Community involvement

The year will start off with a flag raising ceremony on Jan. 2 and a city-wide cleanup on Jan. 4. The American flag on Main Street had to be taken down for the New Year’s Eve Ball Drop, but the flag will be returned to its post on Jan. 2 at 10 a.m. The city-wide cleanup will begin at 1 p.m. Saturday at Centennial Park.

The month of January will end with what some locals call “banquet” season at the end of January and early February as several are already on the calendar.

The Crossett Area Chamber of Commerce and the Hamburg Area Chamber of Commerce banquets are both at the end of January.

The Boys and Girls Club annual fundraiser banquet, the Ashley County Go Red banquet and the National Wildlife Turkey Federation banquets are all scheduled for February. More information on all of these banquets will be released in the coming weeks.

The Crossett Chamber of Commerce will partner with Keep Arkansas Beautiful in March for another city-wide cleanup day. Crossett Chamber Director Mandy White said that this will be the chamber’s second year to host the event.

The end of April will see Hamburg’s 50th World Famous Armadillo Festival, which Hamburg Chamber Director Georganna Cossey said is going to be bigger and better than ever.

“I hope that next time we talk I am able to give you specific details, but we have big plans for entertainment and a lot of really exciting new things in store,” Cossey said. “It’s our 50th so it’s going to be big,” she said.

The Armadillo Festival will roll over into May making the first weekend of May a big celebration in Hamburg. May will end with the Crossett Riding Club’s annual PRCA Rodeo. 2020 will be the Riding Club’s 72nd annual rodeo and the club’s second time to host it in May.  

The opening date hasn’t been set in stone yet, but this will be Crossett’s first full summer with the new swimming pool and pool manager Sara Hollimon said she is working to fill the calendar with several events.

“We haven’t had a full season with it yet and we plan to have a lot of events there,” Marshall said. She also said the city is working to host a special Olympics event at the city pool as well.

Hollimon has also been working for several months and will continue to work on an event that will feature bicyclers from all over. Hollimon said the event, Tour De Pines, has the potential to attract more than a hundred cyclers and their guests to the area.

In June, the Crossett Chamber of Commerce will host its annual Buddy Bass Tournament, which is the organization’s biggest fundraiser of the year. Fisherman from across southeast Arkansas and northeast Louisiana travel to Crossett to fish for a chance to win big prizes. Last year the Crossett chamber gave away more than $15,000 in prizes.

Additionally, the monthly Farmer’s Market event will continue at the market each month.

Marshall said the city is also working with the state to bring in the Double-up Food Bucks program, which will allow vendors to accept food stamps. Marshall said the city would have more information to release on that soon.

The Crossett Library also hosts events weekly such as Lego days and poetry slams.
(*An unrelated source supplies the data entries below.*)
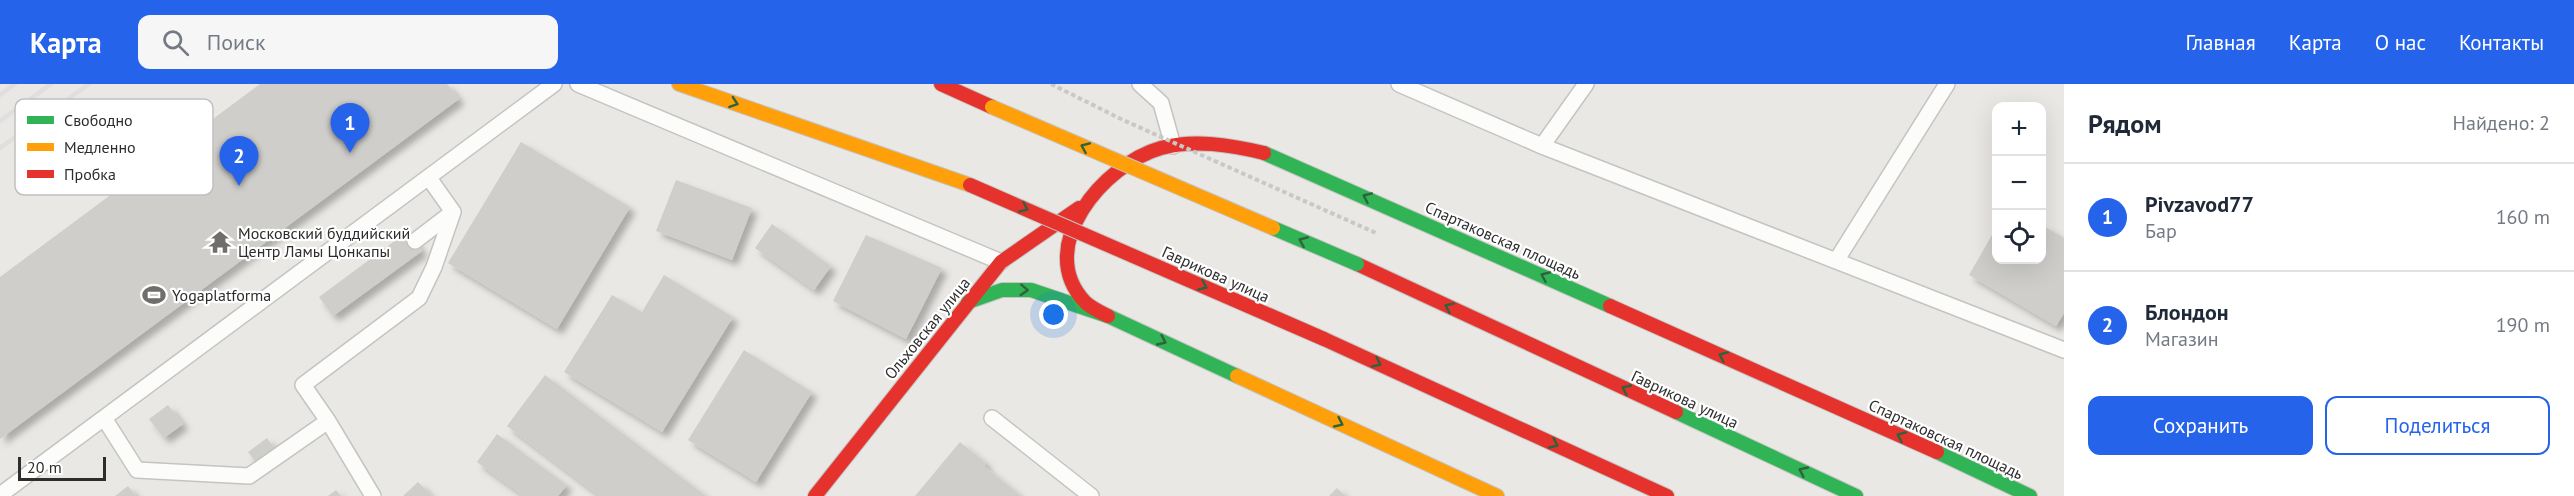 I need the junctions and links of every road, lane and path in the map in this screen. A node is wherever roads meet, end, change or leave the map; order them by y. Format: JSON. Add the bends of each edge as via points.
{"nodes":[{"id":1,"x":554,"y":84,"type":"edge"},
{"id":2,"x":578,"y":84,"type":"edge"},
{"id":3,"x":679,"y":84,"type":"edge"},
{"id":4,"x":941,"y":84,"type":"edge"},
{"id":5,"x":954,"y":84,"type":"edge"},
{"id":6,"x":1051,"y":84,"type":"edge"},
{"id":7,"x":1140,"y":84,"type":"edge"},
{"id":8,"x":1399,"y":84,"type":"edge"},
{"id":9,"x":1586,"y":84,"type":"edge"},
{"id":10,"x":1947,"y":84,"type":"edge"},
{"id":11,"x":992,"y":107,"type":"junction"},
{"id":12,"x":835,"y":123,"type":"dead end"},
{"id":13,"x":1173,"y":146,"type":"junction"},
{"id":14,"x":1542,"y":146,"type":"junction"},
{"id":15,"x":429,"y":178,"type":"junction"},
{"id":16,"x":970,"y":185,"type":"junction"},
{"id":17,"x":1085,"y":203,"type":"junction"},
{"id":18,"x":453,"y":212,"type":"junction"},
{"id":19,"x":1376,"y":233,"type":"dead end"},
{"id":20,"x":415,"y":241,"type":"dead end"},
{"id":21,"x":1836,"y":261,"type":"junction"},
{"id":22,"x":1001,"y":262,"type":"junction"},
{"id":23,"x":968,"y":302,"type":"junction"},
{"id":24,"x":1108,"y":316,"type":"junction"},
{"id":25,"x":2064,"y":350,"type":"edge"},
{"id":26,"x":104,"y":418,"type":"junction"},
{"id":27,"x":992,"y":418,"type":"dead end"},
{"id":28,"x":328,"y":421,"type":"junction"},
{"id":29,"x":0,"y":495,"type":"edge"},
{"id":30,"x":373,"y":496,"type":"edge"},
{"id":31,"x":815,"y":496,"type":"edge"},
{"id":32,"x":1091,"y":496,"type":"edge"},
{"id":33,"x":1497,"y":496,"type":"edge"},
{"id":34,"x":1667,"y":496,"type":"edge"},
{"id":35,"x":1856,"y":496,"type":"edge"},
{"id":36,"x":2030,"y":496,"type":"edge"}],
"edges":[{"from":1,"to":15,"type":"lane"},
{"from":2,"to":22,"type":"lane"},
{"from":3,"to":16,"type":"main road","one_way":true},
{"from":4,"to":11,"type":"main road","name":"Гаврикова улица"},
{"from":5,"to":11,"type":"main road"},
{"from":6,"to":19,"type":"path","bridge":true},
{"from":7,"to":13,"type":"lane","via":[[1161,104]]},
{"from":8,"to":14,"type":"lane"},
{"from":9,"to":14,"type":"lane"},
{"from":10,"to":21,"type":"lane"},
{"from":35,"to":11,"type":"main road","name":"Гаврикова улица","one_way":true,"bridge":true,"via":[[1357,264]]},
{"from":12,"to":16,"type":"main road","name":"Гаврикова улица"},
{"from":13,"to":17,"type":"main road","name":"Спартаковская площадь","via":[[1145,153],[1121,167]]},
{"from":36,"to":13,"type":"main road","name":"Спартаковская площадь","one_way":true,"via":[[1275,156],[1217,144]]},
{"from":14,"to":21,"type":"lane"},
{"from":15,"to":18,"type":"lane"},
{"from":15,"to":26,"type":"lane"},
{"from":16,"to":34,"type":"main road","name":"Гаврикова улица","one_way":true,"bridge":true,"via":[[1323,339]]},
{"from":17,"to":22,"type":"main road","name":"Ольховская улица"},
{"from":17,"to":24,"type":"main road","name":"Спартаковская площадь","via":[[1072,232],[1068,256],[1072,283],[1085,302]]},
{"from":18,"to":20,"type":"lane"},
{"from":18,"to":28,"type":"lane","via":[[419,298],[303,385]]},
{"from":21,"to":25,"type":"lane"},
{"from":22,"to":23,"type":"main road","name":"Ольховская улица"},
{"from":23,"to":24,"type":"main road","name":"Спартаковская площадь","one_way":true,"via":[[1002,290],[1031,290]]},
{"from":23,"to":31,"type":"main road","name":"Ольховская улица"},
{"from":24,"to":33,"type":"main road","name":"Спартаковская площадь","one_way":true},
{"from":26,"to":28,"type":"lane","via":[[138,470],[249,476]]},
{"from":26,"to":29,"type":"lane"},
{"from":27,"to":32,"type":"lane"},
{"from":28,"to":30,"type":"lane"}]}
Marshall also said the city is working to revive the old City Auditorium. The complete plans are not available yet, but Marshall said hosting dueling pianos and other entertainers have been in the conversations.

Hollimon also plans to give away an award at the end of each month to a resident who loves Crossett. The award will be named after the legendary Janice Clark, who Hollimon said was known for her love of Crossett and dedication to the community.

Hollimon said she wants to encourage others to support the town and recognize those who go above and beyond for the community.

White said the Crossett Chamber would continue focusing on ways to improve the way Crossett does business and will continue their quarterly networking meetings.

The next meeting will be in February and White was still working on the final details.

The members typically have a breakfast or lunch gathering, which allows for business owners to come together to share ideas and discuss moving Crossett forward.

“We want to do everything we can to help our members and this networking breakfast has proved to be very useful in not only bringing businesses together, but helping business owners brainstorm and share ideas,” White said.

“Crossett businesses and the Crossett community have a lot to look forward to in 2020,” White said.